*** Begin section ***

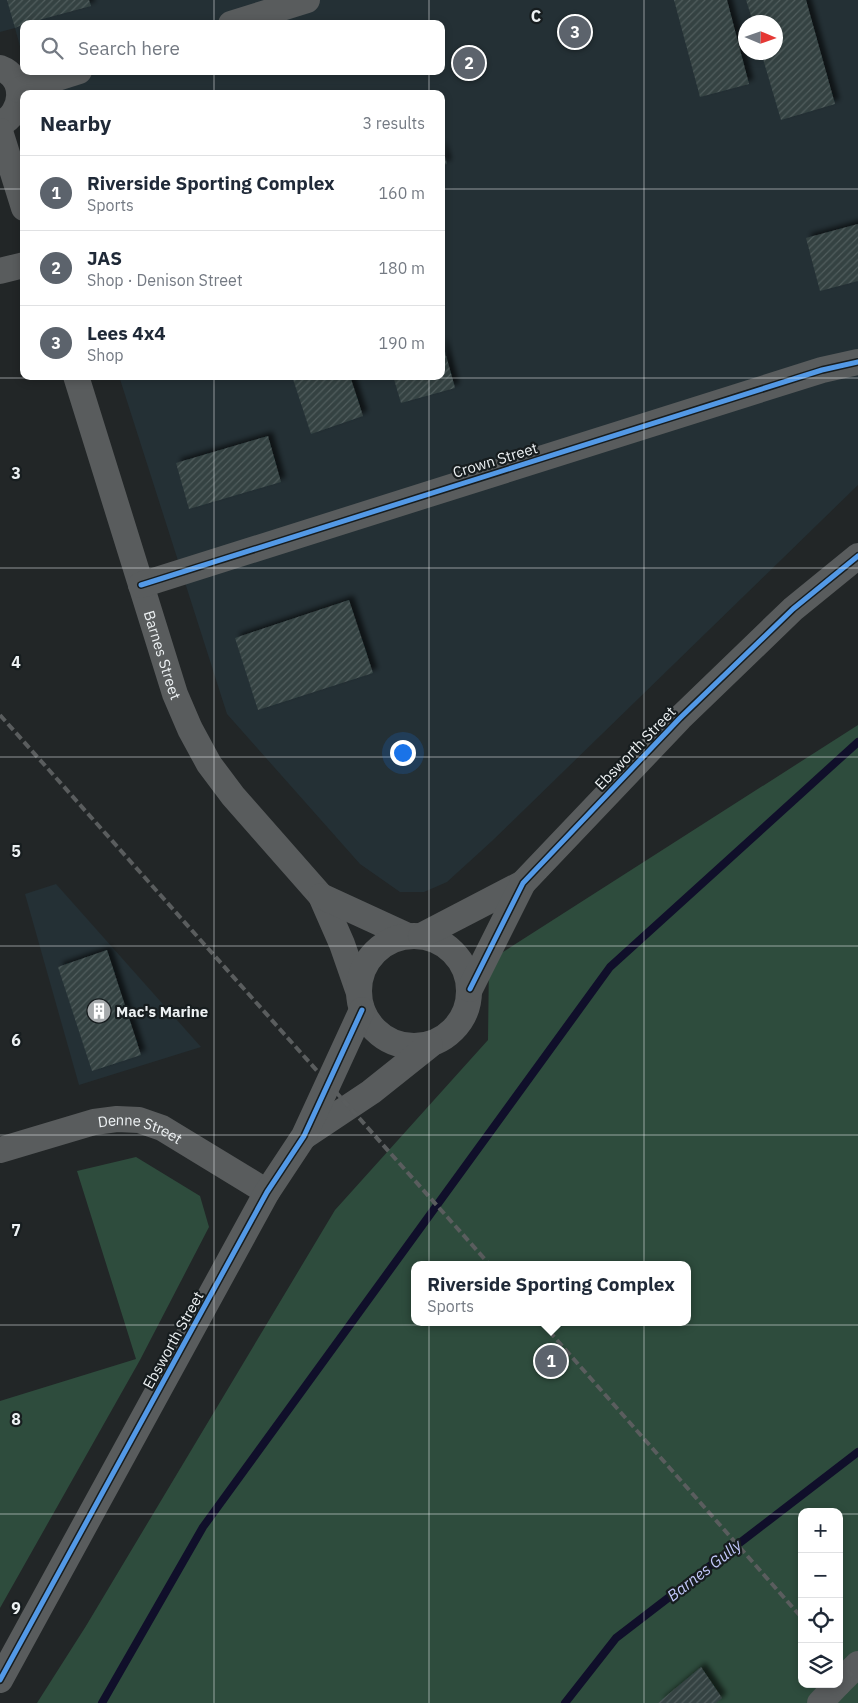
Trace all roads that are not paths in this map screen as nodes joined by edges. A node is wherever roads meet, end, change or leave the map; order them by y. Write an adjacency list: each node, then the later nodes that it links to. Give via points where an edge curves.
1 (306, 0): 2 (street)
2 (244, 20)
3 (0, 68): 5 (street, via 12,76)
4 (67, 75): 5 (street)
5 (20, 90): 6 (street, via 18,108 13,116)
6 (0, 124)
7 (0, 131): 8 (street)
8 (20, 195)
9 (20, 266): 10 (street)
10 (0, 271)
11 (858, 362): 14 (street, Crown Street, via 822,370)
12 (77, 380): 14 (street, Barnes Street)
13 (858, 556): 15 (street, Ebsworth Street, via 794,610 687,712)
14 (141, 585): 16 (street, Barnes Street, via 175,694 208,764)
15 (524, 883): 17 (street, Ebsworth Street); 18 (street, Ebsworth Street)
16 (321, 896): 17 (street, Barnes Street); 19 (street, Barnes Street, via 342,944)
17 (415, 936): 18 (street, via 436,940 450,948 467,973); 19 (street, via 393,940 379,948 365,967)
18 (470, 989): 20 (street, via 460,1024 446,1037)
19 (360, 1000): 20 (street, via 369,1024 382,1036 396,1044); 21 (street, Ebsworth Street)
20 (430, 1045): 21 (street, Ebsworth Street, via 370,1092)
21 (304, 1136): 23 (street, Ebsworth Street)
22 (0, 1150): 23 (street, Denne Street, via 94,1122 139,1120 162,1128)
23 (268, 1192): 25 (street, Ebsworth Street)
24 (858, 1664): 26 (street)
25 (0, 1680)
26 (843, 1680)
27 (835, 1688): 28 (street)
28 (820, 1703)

*** End section ***

• Work task: Type the entries again verbatim. Drop the images.

• Exercise response:
Trace all roads that are not paths in this map screen as nodes joined by edges. A node is wherever roads meet, end, change or leave the map; order them by y. Write an adjacency list: each node, then the later nodes that it links to. Give via points where an edge curves.
1 (306, 0): 2 (street)
2 (244, 20)
3 (0, 68): 5 (street, via 12,76)
4 (67, 75): 5 (street)
5 (20, 90): 6 (street, via 18,108 13,116)
6 (0, 124)
7 (0, 131): 8 (street)
8 (20, 195)
9 (20, 266): 10 (street)
10 (0, 271)
11 (858, 362): 14 (street, Crown Street, via 822,370)
12 (77, 380): 14 (street, Barnes Street)
13 (858, 556): 15 (street, Ebsworth Street, via 794,610 687,712)
14 (141, 585): 16 (street, Barnes Street, via 175,694 208,764)
15 (524, 883): 17 (street, Ebsworth Street); 18 (street, Ebsworth Street)
16 (321, 896): 17 (street, Barnes Street); 19 (street, Barnes Street, via 342,944)
17 (415, 936): 18 (street, via 436,940 450,948 467,973); 19 (street, via 393,940 379,948 365,967)
18 (470, 989): 20 (street, via 460,1024 446,1037)
19 (360, 1000): 20 (street, via 369,1024 382,1036 396,1044); 21 (street, Ebsworth Street)
20 (430, 1045): 21 (street, Ebsworth Street, via 370,1092)
21 (304, 1136): 23 (street, Ebsworth Street)
22 (0, 1150): 23 (street, Denne Street, via 94,1122 139,1120 162,1128)
23 (268, 1192): 25 (street, Ebsworth Street)
24 (858, 1664): 26 (street)
25 (0, 1680)
26 (843, 1680)
27 (835, 1688): 28 (street)
28 (820, 1703)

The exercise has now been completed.